Ein drückendes Problem bleibt der Immobiliensektor, wo die Krise 2007 ihren Ausgang nahm: Wegen der stark gefallenen Hauspreise sind 11,2 Millionen oder 24 Prozent aller Eigenheimbesitzer überschuldet: Die Kredite übersteigen den Immobilienwert. Das belastet nicht nur den privaten Konsum, sondern zugleich den Bausektor und die Finanzindustrie, die weitere Kredite abschreiben muss.
Zinsentscheid der Fed
All das lässt Schlimmes für die Konjunktur befürchten. Noch dazu fordert die OECD die US-Notenbank Fed auf, allmählich über den Ausstieg aus dem Krisenmodus und der Politik des billigen Geldes nachzudenken - andernfalls entstünden neue Risiken. Eine straffere Geldpolitik würde aber den zarten Aufschwung abwürgen. Die Fed dürfte deshalb heute, Dienstag, das Rekordtief ihres Leitzinses beibehalten und vorerst keine Änderungen an ihrer Stützungspolitik ankündigen.
Minimale Fortschritte gibt es - krisenbedingt - bei den seit Jahrzehnten aufgestauten Ungleichgewichten: Die USA hatten zuviel schuldenfinanziert konsumiert (und importiert) und zu wenig exportiert. In der Krise ist zumindest die Sparquote der Haushalte von 2 Prozent des verfügbaren Einkommens (2007) auf 6 Prozent (2009) gestiegen. Im Gegenzug ist das Zahlungsbilanz-Defizit von 6 Prozent der Wirtschaftsleistung (2006) auf 2,7 Prozent (2009) gesunken. Der langfristige Umbau der US-Wirtschaft in Richtung Investitionen und Ausfuhren hat aber bestenfalls begonnen.

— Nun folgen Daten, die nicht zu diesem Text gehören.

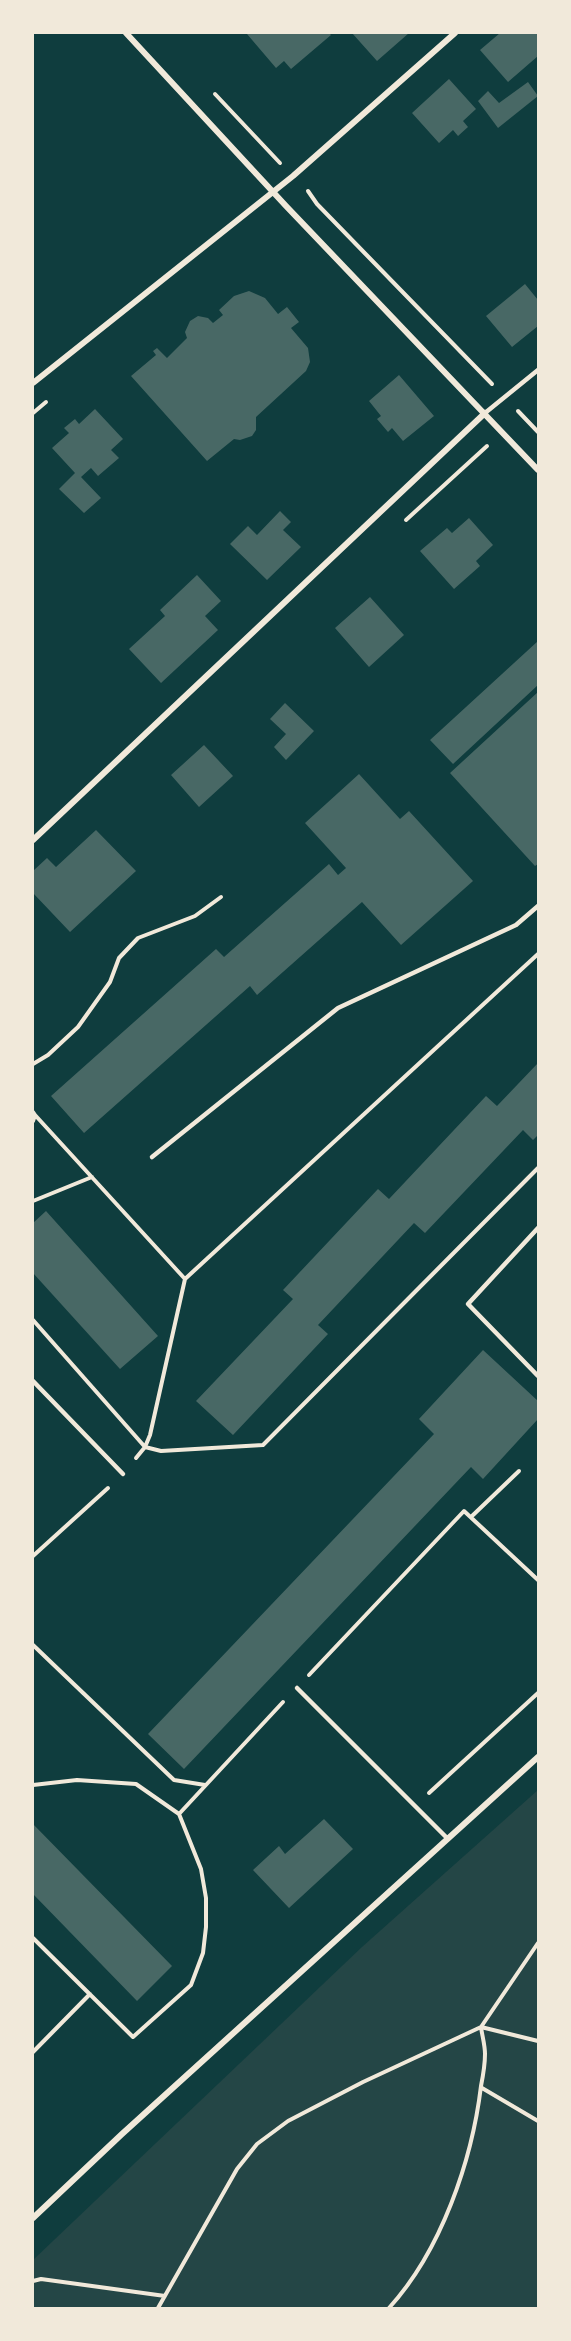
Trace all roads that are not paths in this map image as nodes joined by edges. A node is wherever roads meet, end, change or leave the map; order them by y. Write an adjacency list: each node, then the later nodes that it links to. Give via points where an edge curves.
1 (126, 33): 3 (street)
2 (454, 33): 3 (street)
3 (274, 192): 7 (street); 8 (street)
4 (538, 370): 5 (lane)
5 (531, 376): 6 (lane); 8 (lane)
6 (538, 376)
7 (33, 383)
8 (485, 413): 9 (street); 10 (street)
9 (538, 470)
10 (33, 840)
11 (538, 906): 12 (lane, via 516,925 338,1008)
12 (152, 1157)
13 (538, 1228): 14 (lane, via 468,1304)
14 (538, 1376)
15 (33, 1381): 16 (lane)
16 (123, 1474)
17 (297, 1688): 19 (lane)
18 (538, 1757): 19 (street)
19 (448, 1839): 20 (street)
20 (33, 2218)

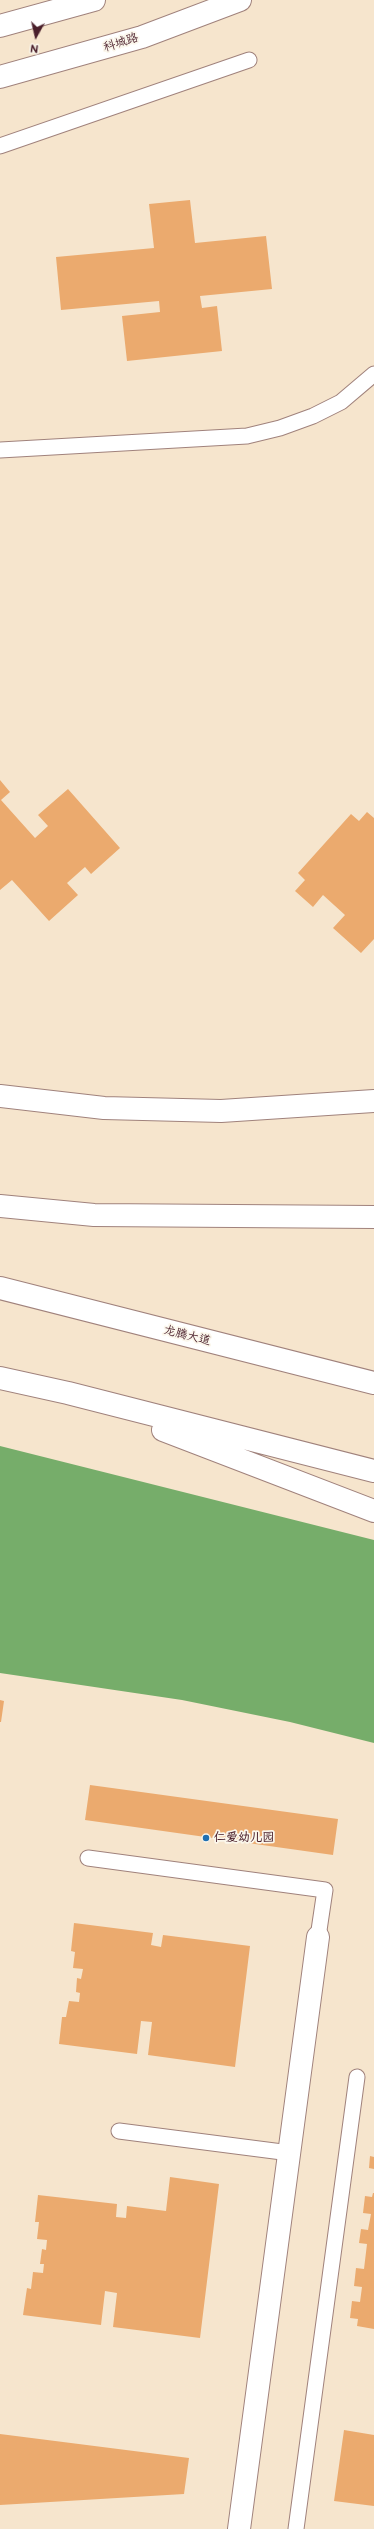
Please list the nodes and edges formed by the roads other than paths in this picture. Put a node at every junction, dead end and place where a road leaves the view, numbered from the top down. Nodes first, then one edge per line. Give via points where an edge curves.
1 (94, 0) edge
2 (240, 0) edge
3 (0, 26) edge
4 (249, 60) dead end
5 (0, 77) edge
6 (0, 146) edge
7 (374, 374) edge
8 (0, 450) edge
9 (0, 1096) edge
10 (374, 1101) edge
11 (374, 1202) edge
12 (0, 1206) edge
13 (282, 1217) junction
14 (374, 1217) edge
15 (0, 1288) edge
16 (0, 1378) edge
17 (374, 1383) edge
18 (68, 1393) junction
19 (374, 1471) edge
20 (374, 1511) edge
21 (88, 1858) dead end
22 (318, 1937) joint
23 (357, 2077) dead end
24 (119, 2131) dead end
25 (290, 2152) junction
26 (240, 2529) edge
27 (296, 2529) edge

1 - 3 main road
2 - 5 main road, 科城路 via 142,37
4 - 6 lane
7 - 8 lane via 341,402 313,416 247,436
9 - 10 main road via 104,1108 221,1111
11 - 13 main road
12 - 13 main road via 94,1215
13 - 14 main road
15 - 17 main road, 龙腾大道
16 - 18 main road
18 - 19 main road
18 - 20 main road
21 - 22 lane via 325,1890
22 - 25 main road
23 - 27 lane
24 - 25 lane
25 - 26 main road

Belastet wird die Erholung überdies von den überbordenden Staatsschulden. Die OECD warnt, dass die Käufer von US-Staatsanleihen Zweifel an der Nachhaltigkeit der Staatsfinanzen bekommen könnten - auch wenn sich dieser Vertrauensverlust derzeit nicht abzeichne. Die Obama-Administration habe zwar angekündigt, das Budgetdefizit von heuer 10,5 Prozent der Wirtschaftsleistung bis 2015 auf 3 Prozent zu senken. Damit würde die Schuldenquote stabilisiert - allerdings auf dem Doppelten des Vorkrisen-Niveaus. Der Spielraum, um die Kosten der alternden Bevölkerung und die Gesundheitsreform zu finanzieren, werde schmäler - und es gibt weniger Optionen zur Bekämpfung künftiger Krisen.
Langfristig müssten die USA ihre Steuerbasis verbreitern, so die OECD: Das heißt, Steuern müssen erhöht oder Steuerbefreiungen gestrichen werden.